C'è da dire che a Pomezia non manca la Buona Cucina. In linea di massima ogni ristorante della zona stupisce e aggrada ogni commensale che ci ha mangiato. Io avrei delle personali preferenze che ci tengo a condividere con voi e che cambiano a seconda del pasto che vogliamo fare:


- Colazione:

Pasticceria Varone, Via Roma 164 - gestita da una allegra signora di mezza età. Speciale è, a parer mio, la Danese alla mela con quella sua pasta sfoglia friabile e quell'accenno di crema all'interno che la rende paradisiaca. Non ci sono posti a sedere, a meno che non sia primavera o estate dove all'esterno mettono dei tavolini spesso però occupati.

Pasticceria Gms, Via filippo Re 6/E -  Pasticceria storica di pomezia (dal 1961) qui è da provare assolutamente il maritozzo con la panna che fanno espresso al momento... Non trattenetevi, chiedete una colata di nutella calda sopra a tale bontà, il responsabile del posto sarà ben lieto di accontentarvi. Golosi sono anche tutti i mignon che trovate esposti appena entrate. Uno in particolare è delizioso: la barchetta di pasta frolla con base interna alla nutella e sopra una spuma di mascarpone, credo... (la ricetta è sempre rimasta un mistero).




- Pranzo

Ristorante la Campagnola, L.go Mameli 20 -  Ristorante con tradizione pometina dal 1954, offre un vasto assortimento di primi piatti e secodi di carne o pesce alla brace. Cavallo di battaglia, a mio giudizio, è la carbonara di funghi porcini - un'emozione culinaria da lasciare senza fiato.
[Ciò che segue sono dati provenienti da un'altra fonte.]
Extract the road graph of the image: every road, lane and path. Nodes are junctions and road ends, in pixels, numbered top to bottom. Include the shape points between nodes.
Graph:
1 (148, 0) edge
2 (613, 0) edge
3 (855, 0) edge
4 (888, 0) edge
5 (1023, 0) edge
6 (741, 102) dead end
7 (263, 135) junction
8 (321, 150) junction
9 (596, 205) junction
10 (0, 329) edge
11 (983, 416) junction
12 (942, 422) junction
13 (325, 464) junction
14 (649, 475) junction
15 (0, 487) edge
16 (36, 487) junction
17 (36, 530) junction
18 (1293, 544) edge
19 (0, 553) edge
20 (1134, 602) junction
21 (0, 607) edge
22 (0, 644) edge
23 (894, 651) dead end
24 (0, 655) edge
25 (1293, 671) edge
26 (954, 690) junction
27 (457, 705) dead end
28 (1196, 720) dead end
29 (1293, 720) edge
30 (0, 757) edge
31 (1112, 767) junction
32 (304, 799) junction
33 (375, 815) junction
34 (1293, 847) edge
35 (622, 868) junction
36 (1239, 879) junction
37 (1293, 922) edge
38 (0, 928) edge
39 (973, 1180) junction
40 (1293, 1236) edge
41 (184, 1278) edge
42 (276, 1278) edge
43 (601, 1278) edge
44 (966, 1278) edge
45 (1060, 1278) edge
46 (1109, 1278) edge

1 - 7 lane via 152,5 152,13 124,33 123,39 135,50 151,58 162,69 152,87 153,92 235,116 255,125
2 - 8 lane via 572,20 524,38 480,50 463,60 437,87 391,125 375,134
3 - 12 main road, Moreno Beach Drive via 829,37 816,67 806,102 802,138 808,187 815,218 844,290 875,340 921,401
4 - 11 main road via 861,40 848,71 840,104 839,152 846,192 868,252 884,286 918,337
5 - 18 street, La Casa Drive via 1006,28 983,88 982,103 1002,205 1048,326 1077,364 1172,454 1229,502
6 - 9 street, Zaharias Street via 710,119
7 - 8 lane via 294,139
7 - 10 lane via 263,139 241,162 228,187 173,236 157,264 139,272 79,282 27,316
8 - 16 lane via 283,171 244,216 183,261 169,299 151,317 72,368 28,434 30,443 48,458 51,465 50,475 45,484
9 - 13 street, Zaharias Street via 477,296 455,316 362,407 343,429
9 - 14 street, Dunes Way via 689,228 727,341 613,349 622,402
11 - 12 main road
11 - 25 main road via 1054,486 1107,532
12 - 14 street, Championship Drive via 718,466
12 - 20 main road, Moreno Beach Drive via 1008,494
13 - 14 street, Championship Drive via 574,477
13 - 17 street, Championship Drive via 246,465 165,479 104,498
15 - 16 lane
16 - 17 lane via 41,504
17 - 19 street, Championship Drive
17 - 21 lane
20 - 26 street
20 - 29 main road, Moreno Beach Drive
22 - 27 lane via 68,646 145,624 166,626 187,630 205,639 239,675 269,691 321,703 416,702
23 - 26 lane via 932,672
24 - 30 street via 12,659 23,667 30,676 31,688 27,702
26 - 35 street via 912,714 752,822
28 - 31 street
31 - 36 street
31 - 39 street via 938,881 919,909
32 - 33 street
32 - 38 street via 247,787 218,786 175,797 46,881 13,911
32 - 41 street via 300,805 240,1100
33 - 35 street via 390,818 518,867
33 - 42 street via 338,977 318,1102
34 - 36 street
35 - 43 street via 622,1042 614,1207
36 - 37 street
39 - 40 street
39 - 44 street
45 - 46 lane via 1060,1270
La location è in uno stile tipico anni 70/80 - ma questo aspetto passa in secodo piano non appena si degusta uno dei loro gustosi preparati.



- Aperitivo:

75 ml, Via Ovidio 79 - uno dei locali più innovativi di Pomezia. La location è arredata con linee di minimal style design e trasferisce un'aria di raffinata informalità. E' un locale molto trasversale frequentato da almeno 4 fasce di età. Uno dei barmans - Simone -  è un eccellente professionista capace di rendere i suoi coktails delle esperienze di vita (il suo cavallo di battaglia il Mojito). Ricercato e succulento il loro aperitivo a buffet, con ingredienti sempre freschi e salutari. Ottima anche la cantina dei vini.



- Cena

Osteria - Pizzeria il Grillo Parlante, Via Ovidio 99 - Pizza tipicamente romana cotta al forno a legna, molto sottile ma dalle mille varianti. Personale molto accogliente e premuroso (sopratutto una ragazza con i capelli lunghissimi). Un locale tranquillo dove passare una piacevole serata in economia.
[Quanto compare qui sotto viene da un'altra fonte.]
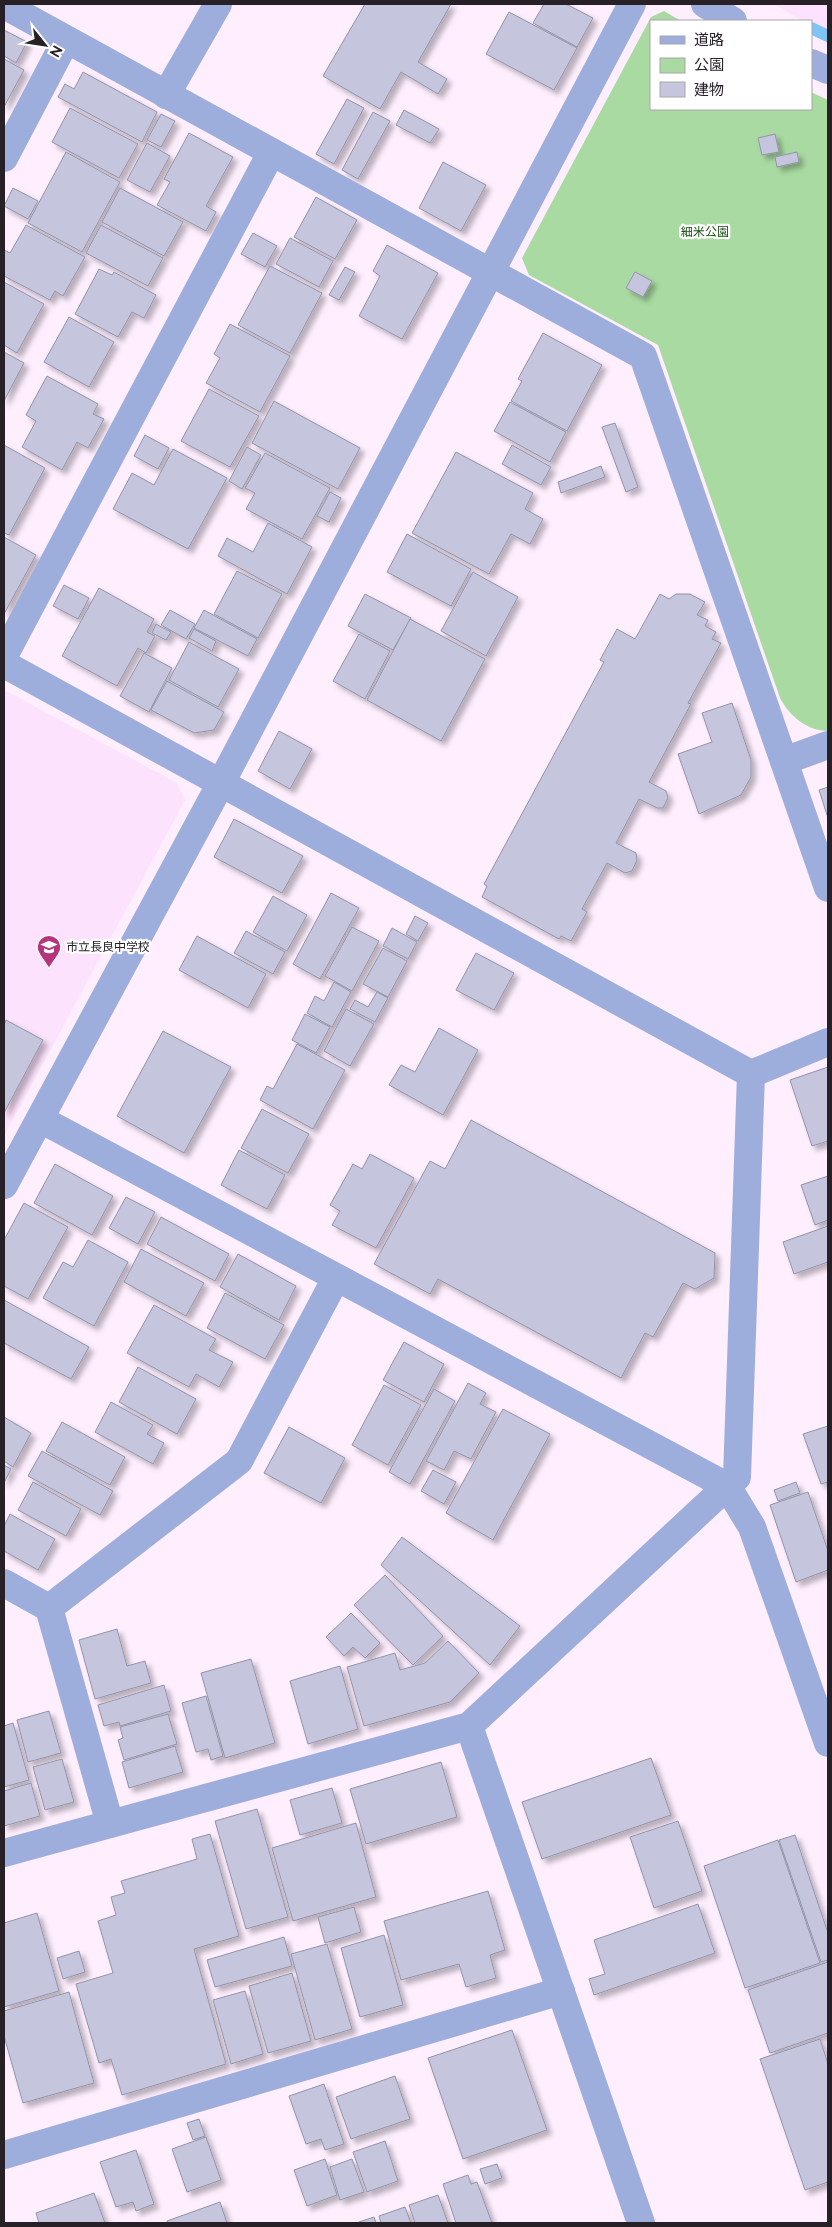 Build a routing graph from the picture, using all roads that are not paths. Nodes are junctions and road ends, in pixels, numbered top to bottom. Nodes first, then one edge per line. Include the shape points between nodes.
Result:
1 (218, 4) edge
2 (632, 4) edge
3 (705, 4) edge
4 (4, 5) edge
5 (731, 20) edge
6 (66, 40) junction
7 (812, 63) edge
8 (828, 70) edge
9 (166, 95) junction
10 (271, 153) junction
11 (4, 158) edge
12 (490, 274) junction
13 (4, 656) edge
14 (4, 664) edge
15 (828, 746) edge
16 (784, 761) junction
17 (222, 783) junction
18 (828, 888) edge
19 (828, 1042) edge
20 (751, 1074) junction
21 (40, 1119) junction
22 (4, 1186) edge
23 (336, 1278) junction
24 (727, 1486) junction
25 (4, 1583) edge
26 (49, 1608) junction
27 (469, 1726) junction
28 (828, 1743) edge
29 (110, 1824) junction
30 (4, 1853) edge
31 (561, 1990) junction
32 (4, 2155) edge
33 (641, 2223) edge

1 - 9 street
2 - 12 street
3 - 5 street
4 - 6 street
6 - 9 street
6 - 11 street
7 - 8 street
9 - 10 street
10 - 12 street
10 - 13 street
12 - 16 street via 643,356
12 - 17 street
14 - 17 street
15 - 16 street
16 - 18 street
17 - 20 street
17 - 21 street
19 - 20 street
20 - 24 street via 737,1476
21 - 22 street
21 - 23 street
23 - 24 street
23 - 26 street via 239,1461
24 - 27 street
24 - 28 street via 752,1527
25 - 26 street
26 - 29 street
27 - 29 street
27 - 31 street
29 - 30 street
31 - 32 street
31 - 33 street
Manzo Criminale, Km 31200 Via Pontina - bisteccheria con ottima carne, in un ambiente moderno accogliente e famigliare. Prezzi modici alla portata di tutti.

La Villa di Venere, Lungo Mare delle Sirene 139 - Non proprio a Pomezia, ma molto vicino, troviamo in zona torvaianica questo splendido ristorante di pesce. Una porzione di paradiso in terra, contornato da gentilezza, ottimo cibo, cortesia, accoglienza e professionalità. Difficile scegliere il piatto migliore perchè ogni loro pietanza viene servita con amore, raffinatezza e charme. Adorabile la responsabile del luogo - Stefania - che si prende cura dei suoi ospiti come un'eccellente padrona di casa. Ben fornita è la cantina di vini - il mio preferito per eccellenza il "kikè". Un posto dove si assiste alla magia del cibo che diventa una corrispondenza di piacere tra occhi e palato. Il mio consiglio è di andarci in primavera inoltrata cosi da poter mangiare sulla veranda che hanno in riva al mare.




Così è Pomezia... Una cittadina di provincia con un volto che, durante l'anno, muta spesso e lo fa d'improvviso, rivelando quello che solo i pometini hanno sempre saputo: Pomezia non ha alcun bisogno di mascherare i suoi stati d'animo perchè, per essere se stessa, le bastano tutte le facce che ha già...


"BUON GIAGGIO"

Simo 


Una dedica speciale va a Mario Bianchi - Presidente della Pro Loco di Pomezia che, grazie alle sue ricerche e l'entusiasmo con le quali le ha condotte mi ha permesso di realizzare questo piccolo scritto, facendomi amare ancor di più la mia Città.